Because the uncatalysed dismutation reaction for superoxide requires two superoxide molecules to react with each other, the dismutation rate is second-order with respect to initial superoxide concentration. Thus, the half-life of superoxide, although very short at high concentrations is actually quite long at low concentrations. In contrast, the reaction of superoxide with SOD is first order with respect to superoxide concentration. Moreover, superoxide dismutase has the largest kcat/KM of any known enzyme, this reaction being limited only by the frequency of collision between itself and superoxide. That is, the reaction rate is "diffusion-limited".

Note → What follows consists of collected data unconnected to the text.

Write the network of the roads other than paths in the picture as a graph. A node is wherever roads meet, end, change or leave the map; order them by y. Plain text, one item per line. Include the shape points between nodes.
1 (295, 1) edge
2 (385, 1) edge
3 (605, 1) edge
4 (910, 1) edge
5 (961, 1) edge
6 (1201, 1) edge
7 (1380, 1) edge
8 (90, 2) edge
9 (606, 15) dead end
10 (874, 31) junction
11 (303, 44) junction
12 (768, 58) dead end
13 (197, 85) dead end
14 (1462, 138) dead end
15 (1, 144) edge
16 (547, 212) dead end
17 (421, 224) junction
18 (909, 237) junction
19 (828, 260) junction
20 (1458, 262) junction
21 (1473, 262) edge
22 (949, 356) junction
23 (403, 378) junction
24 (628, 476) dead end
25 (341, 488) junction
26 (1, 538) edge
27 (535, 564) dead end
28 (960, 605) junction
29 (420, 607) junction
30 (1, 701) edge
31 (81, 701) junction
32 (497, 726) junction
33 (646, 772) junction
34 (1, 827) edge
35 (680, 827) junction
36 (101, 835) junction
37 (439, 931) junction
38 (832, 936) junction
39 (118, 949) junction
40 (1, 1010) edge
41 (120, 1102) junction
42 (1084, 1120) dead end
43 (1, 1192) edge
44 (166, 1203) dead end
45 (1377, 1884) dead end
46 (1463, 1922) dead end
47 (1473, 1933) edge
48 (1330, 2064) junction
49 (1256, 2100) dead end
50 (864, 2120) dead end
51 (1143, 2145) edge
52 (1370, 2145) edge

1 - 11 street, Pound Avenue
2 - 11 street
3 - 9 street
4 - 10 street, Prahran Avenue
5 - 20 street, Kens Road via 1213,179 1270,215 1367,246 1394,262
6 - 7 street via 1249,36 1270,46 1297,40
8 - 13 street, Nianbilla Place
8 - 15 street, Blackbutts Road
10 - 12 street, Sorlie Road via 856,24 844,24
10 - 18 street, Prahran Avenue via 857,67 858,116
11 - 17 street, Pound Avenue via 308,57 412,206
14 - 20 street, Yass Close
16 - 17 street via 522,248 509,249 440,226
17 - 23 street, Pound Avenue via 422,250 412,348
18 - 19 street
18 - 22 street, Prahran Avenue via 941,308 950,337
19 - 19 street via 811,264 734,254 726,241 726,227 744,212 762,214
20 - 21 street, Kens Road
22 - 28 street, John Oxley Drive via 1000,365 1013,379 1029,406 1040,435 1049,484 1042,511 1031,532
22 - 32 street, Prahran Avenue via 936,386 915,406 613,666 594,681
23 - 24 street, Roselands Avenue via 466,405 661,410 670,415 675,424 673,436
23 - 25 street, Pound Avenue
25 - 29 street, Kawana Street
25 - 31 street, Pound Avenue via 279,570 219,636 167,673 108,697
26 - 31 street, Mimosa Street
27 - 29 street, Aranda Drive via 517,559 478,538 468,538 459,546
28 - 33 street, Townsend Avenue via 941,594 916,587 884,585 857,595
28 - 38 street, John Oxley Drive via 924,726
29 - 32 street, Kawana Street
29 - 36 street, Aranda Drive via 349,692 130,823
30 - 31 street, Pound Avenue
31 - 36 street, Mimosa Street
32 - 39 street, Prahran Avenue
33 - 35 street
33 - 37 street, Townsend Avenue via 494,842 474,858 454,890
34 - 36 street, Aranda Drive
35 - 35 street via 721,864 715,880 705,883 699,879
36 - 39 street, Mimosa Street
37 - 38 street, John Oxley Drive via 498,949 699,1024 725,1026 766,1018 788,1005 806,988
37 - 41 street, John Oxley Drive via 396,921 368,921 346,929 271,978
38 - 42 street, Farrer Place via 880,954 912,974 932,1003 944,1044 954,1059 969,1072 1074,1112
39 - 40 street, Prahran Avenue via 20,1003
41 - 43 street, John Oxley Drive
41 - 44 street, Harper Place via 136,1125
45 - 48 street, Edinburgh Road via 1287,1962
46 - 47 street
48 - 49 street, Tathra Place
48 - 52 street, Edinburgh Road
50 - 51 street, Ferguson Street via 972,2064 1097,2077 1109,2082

The high efficiency of superoxide dismutase seems necessary: even at the subnanomolar concentrations achieved by the high concentrations of SOD within cells, superoxide inactivates the citric acid cycle enzyme aconitase, can poison energy metabolism, and releases potentially toxic iron. Aconitase is one of several iron-sulfur-containing hydratases in metabolic pathways shown to be inactivated by superoxide.